Jim Starkey wrote:
Jay Pipes wrote:
Regarding collations, Brian and I just chatted about this.  Currently,
MySQL only supports a single byte to indicate the collation, which means
that only 256 collations are supported by MySQL.  This is a problem,
since they've already run out of identifiers.

Brian thinks we can chop the number of supported collations down
significantly in drizzle, because many of them are charset-specific, and
can re-start the ordering from 0, meaning that the ABI would not need to
change.  This is important as heikki has expressed thoughts that he's
not willing to update InnoDB to support a 2-byte collation identifier at
this point.

Jim, does this answer your question or were you looking for a different
answer?

Not really. I've never quite understood how collations are supposed to work in MySQL. Is a collation of a property of a session? Of a statement? Of data? And what does the number 127 have to do with the zillion or so collations defined in the world?

Probably better than having only the collation "binary" :)

In HADB, we implemented collations as an attribute of the charset. This may not be the perfect solution (a collation should probably be independent of charsets?), but from a practical viewpoint you might eg use a homegrown collation implementation for the ASCII charset and the ICU implementation for UTF-8. When depending on different external implementations it was difficult to guarantee similar behaviour of one collation when dealing with different character sets.
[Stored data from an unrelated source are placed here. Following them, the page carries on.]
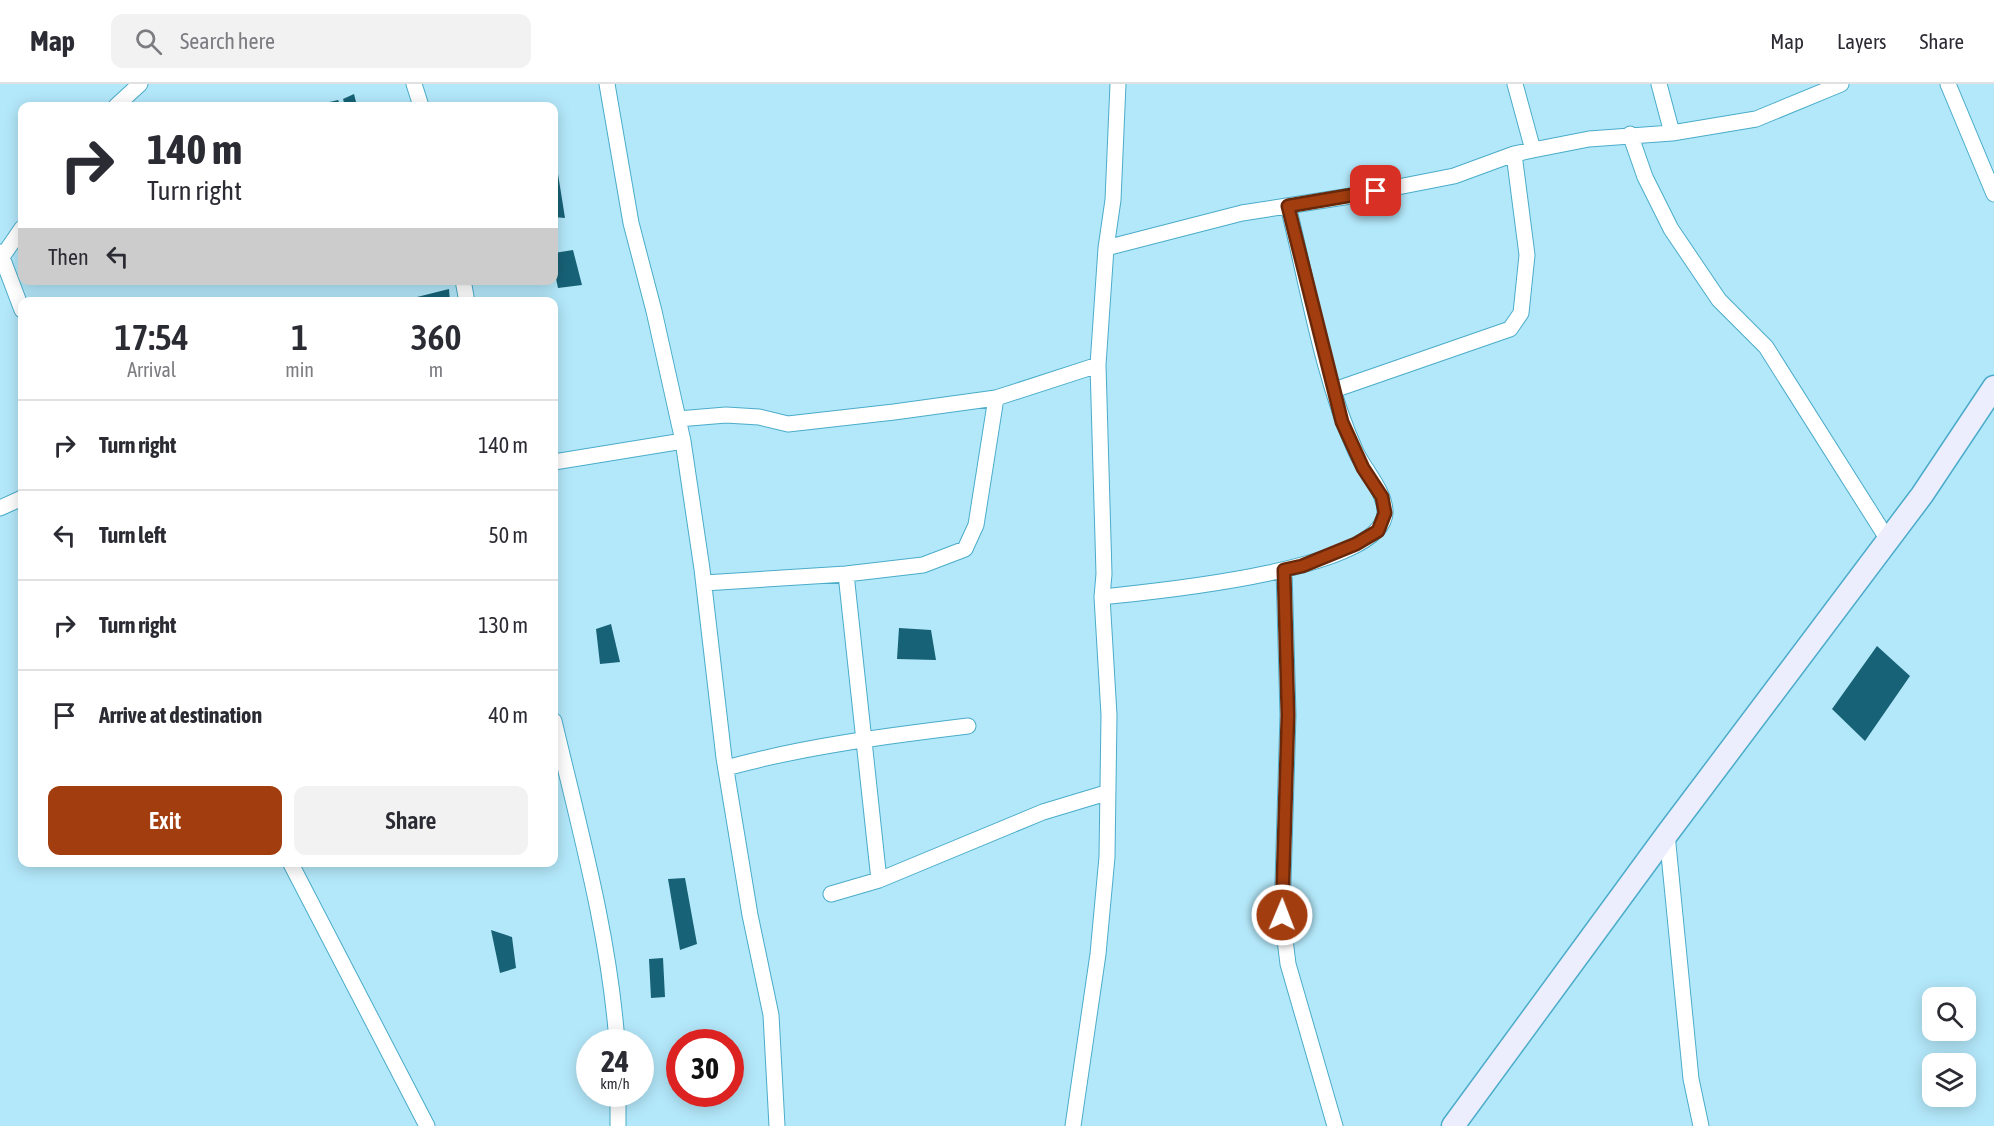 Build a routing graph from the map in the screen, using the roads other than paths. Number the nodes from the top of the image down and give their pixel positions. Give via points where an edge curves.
1 (140, 84) edge
2 (414, 84) edge
3 (608, 84) edge
4 (1118, 84) edge
5 (1515, 84) edge
6 (1659, 84) edge
7 (1841, 84) edge
8 (1948, 84) edge
9 (120, 102) edge
10 (420, 102) edge
11 (1672, 133) junction
12 (1630, 134) junction
13 (1533, 150) junction
14 (1514, 154) junction
15 (1994, 194) edge
16 (1288, 206) junction
17 (18, 233) edge
18 (1106, 248) junction
19 (1, 255) edge
20 (18, 300) edge
21 (1098, 365) junction
22 (1994, 387) edge
23 (1334, 390) junction
24 (996, 398) junction
25 (678, 419) junction
26 (682, 441) junction
27 (558, 461) edge
28 (18, 500) edge
29 (0, 508) edge
30 (1888, 540) junction
31 (1284, 570) junction
32 (846, 574) junction
33 (704, 583) junction
34 (1102, 597) junction
35 (968, 726) dead end
36 (558, 738) edge
37 (862, 739) junction
38 (726, 768) junction
39 (1106, 793) junction
40 (1667, 834) junction
41 (293, 867) edge
42 (879, 880) junction
43 (831, 894) dead end
44 (616, 1029) edge
45 (618, 1107) edge
46 (427, 1126) edge
47 (618, 1126) edge
48 (777, 1126) edge
49 (1072, 1126) edge
50 (1335, 1126) edge
51 (1453, 1126) edge
52 (1701, 1126) edge

1 - 9 street
2 - 10 street
3 - 25 street via 631,223
4 - 18 street via 1113,200
5 - 13 street
6 - 11 street
7 - 11 street via 1756,119
8 - 15 street
11 - 12 street
12 - 13 street
12 - 30 street via 1645,177 1671,229 1719,300 1767,347
13 - 14 street
14 - 16 street via 1454,176
14 - 23 street via 1527,255 1521,313 1510,329
16 - 18 street via 1242,213
16 - 23 street
17 - 19 street
18 - 21 street
19 - 20 street
21 - 24 street
21 - 34 street
22 - 30 street
23 - 31 street via 1342,422 1363,468 1382,497 1385,513 1378,531 1356,544
24 - 25 street via 788,424 726,415
24 - 32 street via 976,525 965,549 923,565
25 - 26 street
26 - 27 street
26 - 33 street
28 - 29 street
30 - 40 street
31 - 34 street via 1206,585
31 - 50 street via 1288,715 1282,915 1287,964
32 - 33 street
32 - 37 street
33 - 38 street
34 - 39 street via 1109,715
35 - 37 street
36 - 44 street via 609,970
37 - 38 street via 785,752
37 - 42 street
38 - 48 street via 771,1015
39 - 42 street via 1042,812
39 - 49 street via 1107,857 1098,954
40 - 51 street
40 - 52 street via 1691,1079
41 - 46 street
42 - 43 street
45 - 47 street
What is the interaction between and index's collation and the session? Can range retrievals use an index if the session collation does match the index collation?

That is a good question... The reason for having an index in a specific collation is probably that it matches the collation of the locale of the users. Thus, if the user's locale's collation is the same as the collation of the index, everything is fine. The tradeoff occurs when a user with a different locale/collation performs a query. Generally you cannot guarantee that the range covered by the index is the same as the range the user expects, hence the index cannot be used. I guess this is a tradeoff that should be decided by the application programmer.

The question behind the question is how should Nimbus handle collations. I've got a cleaner piece of paper than you do. Have any advice?